Filter these entries so that only lines with the word "nodes" remain.

[Collected data]
Segment Open

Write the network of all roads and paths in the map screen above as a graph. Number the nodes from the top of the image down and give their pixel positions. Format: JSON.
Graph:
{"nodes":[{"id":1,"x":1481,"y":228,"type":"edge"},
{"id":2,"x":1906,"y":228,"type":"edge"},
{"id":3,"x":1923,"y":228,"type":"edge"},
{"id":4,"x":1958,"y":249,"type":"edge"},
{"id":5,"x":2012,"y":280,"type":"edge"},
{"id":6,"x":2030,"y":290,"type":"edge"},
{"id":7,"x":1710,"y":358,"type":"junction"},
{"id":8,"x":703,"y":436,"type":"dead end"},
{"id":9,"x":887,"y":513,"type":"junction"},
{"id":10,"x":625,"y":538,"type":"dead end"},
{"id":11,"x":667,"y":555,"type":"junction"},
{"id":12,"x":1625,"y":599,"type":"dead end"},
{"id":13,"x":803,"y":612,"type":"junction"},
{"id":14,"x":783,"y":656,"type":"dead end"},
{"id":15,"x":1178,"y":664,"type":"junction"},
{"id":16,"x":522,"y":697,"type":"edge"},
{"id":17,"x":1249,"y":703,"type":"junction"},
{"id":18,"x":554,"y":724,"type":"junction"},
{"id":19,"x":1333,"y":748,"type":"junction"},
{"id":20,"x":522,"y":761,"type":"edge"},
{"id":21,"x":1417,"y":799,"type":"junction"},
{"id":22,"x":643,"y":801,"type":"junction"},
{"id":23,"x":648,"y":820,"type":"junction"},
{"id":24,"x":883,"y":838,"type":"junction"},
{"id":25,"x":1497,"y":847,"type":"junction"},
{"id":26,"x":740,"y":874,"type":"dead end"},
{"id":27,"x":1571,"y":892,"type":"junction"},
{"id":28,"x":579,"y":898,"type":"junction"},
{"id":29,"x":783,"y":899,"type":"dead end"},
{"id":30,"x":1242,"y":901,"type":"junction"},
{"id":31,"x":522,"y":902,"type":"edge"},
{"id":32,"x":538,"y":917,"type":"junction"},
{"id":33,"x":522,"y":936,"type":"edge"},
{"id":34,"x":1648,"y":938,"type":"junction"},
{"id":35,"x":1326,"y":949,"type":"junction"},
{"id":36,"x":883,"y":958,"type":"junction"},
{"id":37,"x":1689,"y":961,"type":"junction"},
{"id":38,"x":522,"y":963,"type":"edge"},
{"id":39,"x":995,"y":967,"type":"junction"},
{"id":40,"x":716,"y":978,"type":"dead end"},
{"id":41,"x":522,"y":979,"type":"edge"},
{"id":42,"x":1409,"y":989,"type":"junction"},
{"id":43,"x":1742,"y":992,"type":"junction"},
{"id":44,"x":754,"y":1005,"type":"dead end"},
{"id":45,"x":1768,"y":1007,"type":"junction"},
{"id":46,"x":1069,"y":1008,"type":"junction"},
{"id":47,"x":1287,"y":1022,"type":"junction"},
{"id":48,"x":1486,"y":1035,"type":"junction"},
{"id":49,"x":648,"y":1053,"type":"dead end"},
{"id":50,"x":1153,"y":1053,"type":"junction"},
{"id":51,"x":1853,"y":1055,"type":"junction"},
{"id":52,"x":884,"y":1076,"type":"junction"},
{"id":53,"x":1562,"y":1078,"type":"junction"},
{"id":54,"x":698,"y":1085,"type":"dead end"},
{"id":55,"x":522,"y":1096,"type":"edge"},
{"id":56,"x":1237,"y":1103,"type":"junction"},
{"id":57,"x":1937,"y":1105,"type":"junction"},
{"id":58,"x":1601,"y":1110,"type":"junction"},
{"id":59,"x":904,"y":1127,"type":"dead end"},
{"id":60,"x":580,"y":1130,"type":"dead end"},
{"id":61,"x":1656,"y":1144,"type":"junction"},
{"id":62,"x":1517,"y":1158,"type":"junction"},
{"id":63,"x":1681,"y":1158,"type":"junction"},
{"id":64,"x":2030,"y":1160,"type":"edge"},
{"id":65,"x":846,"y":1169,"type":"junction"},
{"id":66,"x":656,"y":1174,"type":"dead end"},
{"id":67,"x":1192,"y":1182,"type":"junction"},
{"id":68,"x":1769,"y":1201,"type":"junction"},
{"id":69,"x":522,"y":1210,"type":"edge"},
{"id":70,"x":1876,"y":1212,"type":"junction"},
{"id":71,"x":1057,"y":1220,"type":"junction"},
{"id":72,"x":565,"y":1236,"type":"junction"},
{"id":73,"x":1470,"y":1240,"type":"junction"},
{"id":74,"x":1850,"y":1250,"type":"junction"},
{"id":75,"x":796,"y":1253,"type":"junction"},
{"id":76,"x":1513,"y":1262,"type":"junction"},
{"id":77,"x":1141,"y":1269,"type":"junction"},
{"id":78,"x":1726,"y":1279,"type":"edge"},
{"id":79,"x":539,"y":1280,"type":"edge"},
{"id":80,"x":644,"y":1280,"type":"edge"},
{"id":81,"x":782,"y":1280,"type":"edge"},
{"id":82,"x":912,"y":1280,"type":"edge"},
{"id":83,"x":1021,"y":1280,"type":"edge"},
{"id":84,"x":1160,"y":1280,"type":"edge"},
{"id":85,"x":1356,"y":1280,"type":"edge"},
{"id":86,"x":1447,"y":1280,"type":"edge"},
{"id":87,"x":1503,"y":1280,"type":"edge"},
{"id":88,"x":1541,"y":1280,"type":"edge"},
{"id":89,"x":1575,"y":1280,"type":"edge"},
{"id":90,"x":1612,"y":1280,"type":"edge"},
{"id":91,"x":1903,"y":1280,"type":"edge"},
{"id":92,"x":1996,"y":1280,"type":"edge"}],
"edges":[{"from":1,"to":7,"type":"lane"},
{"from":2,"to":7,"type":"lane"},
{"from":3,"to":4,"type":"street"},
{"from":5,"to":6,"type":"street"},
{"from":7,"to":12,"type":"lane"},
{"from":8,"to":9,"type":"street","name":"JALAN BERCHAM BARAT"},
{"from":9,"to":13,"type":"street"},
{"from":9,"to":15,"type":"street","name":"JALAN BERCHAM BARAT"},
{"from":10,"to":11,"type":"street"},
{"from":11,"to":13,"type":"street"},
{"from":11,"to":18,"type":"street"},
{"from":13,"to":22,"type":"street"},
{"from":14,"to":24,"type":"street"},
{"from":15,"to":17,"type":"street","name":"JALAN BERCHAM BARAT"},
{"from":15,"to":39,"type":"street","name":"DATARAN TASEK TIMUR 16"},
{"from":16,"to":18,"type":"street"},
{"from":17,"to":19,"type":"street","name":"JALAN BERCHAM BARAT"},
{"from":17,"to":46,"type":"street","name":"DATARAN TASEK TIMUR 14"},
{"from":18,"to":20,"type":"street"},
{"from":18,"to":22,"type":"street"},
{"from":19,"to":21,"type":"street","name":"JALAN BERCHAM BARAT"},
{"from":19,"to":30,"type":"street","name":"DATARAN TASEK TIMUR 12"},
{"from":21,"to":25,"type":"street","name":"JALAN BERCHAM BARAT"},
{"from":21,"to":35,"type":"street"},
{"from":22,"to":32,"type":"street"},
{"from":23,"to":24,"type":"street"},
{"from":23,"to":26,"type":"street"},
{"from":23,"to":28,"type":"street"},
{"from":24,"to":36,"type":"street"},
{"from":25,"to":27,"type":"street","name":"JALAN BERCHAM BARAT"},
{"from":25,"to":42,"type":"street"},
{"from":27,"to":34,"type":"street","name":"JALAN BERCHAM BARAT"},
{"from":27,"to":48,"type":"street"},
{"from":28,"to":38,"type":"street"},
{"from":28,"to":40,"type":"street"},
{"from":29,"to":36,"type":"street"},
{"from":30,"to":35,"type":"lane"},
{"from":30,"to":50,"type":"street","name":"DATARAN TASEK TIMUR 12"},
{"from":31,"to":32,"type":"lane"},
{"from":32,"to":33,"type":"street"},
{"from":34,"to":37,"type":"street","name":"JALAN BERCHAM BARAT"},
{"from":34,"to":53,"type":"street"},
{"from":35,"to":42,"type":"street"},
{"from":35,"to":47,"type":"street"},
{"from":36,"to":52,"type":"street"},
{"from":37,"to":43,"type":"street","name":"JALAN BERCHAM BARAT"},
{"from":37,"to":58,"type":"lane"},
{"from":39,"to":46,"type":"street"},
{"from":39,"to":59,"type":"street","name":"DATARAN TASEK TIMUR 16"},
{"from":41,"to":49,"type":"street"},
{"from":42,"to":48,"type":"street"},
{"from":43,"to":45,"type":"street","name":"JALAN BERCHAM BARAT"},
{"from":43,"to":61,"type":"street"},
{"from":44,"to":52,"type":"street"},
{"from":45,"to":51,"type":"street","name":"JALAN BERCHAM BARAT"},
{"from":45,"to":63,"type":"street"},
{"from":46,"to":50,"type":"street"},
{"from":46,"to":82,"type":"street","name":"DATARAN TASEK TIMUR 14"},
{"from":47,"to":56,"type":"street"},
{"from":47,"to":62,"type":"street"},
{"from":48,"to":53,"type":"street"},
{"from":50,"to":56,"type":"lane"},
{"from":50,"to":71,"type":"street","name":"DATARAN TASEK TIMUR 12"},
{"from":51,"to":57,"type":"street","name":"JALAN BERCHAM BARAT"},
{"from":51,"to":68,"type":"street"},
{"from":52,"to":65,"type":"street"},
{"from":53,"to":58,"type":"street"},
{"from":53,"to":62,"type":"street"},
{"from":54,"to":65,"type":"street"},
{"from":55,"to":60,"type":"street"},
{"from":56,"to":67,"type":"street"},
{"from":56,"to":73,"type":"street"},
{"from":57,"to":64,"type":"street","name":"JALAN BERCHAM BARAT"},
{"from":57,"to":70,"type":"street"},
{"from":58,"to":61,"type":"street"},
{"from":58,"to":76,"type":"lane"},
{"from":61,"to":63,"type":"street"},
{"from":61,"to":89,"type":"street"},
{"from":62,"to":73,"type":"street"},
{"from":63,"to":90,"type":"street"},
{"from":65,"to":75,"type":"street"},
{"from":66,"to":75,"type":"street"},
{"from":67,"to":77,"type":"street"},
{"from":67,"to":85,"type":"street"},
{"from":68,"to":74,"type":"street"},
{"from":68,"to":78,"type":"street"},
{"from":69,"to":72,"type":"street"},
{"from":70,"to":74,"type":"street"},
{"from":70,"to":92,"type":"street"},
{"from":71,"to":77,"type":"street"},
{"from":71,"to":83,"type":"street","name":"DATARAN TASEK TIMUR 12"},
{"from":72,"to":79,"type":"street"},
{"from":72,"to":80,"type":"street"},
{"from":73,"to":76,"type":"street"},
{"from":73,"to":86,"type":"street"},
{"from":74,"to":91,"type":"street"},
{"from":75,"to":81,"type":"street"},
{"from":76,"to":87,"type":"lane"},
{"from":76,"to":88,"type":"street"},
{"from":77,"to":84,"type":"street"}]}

Segment Closed

§ COMPLETED TASK
Write the network of all roads and paths in the map screen above as a graph. Number the nodes from the top of the image down and give their pixel positions. Format: JSON.
{"nodes":[{"id":1,"x":1481,"y":228,"type":"edge"},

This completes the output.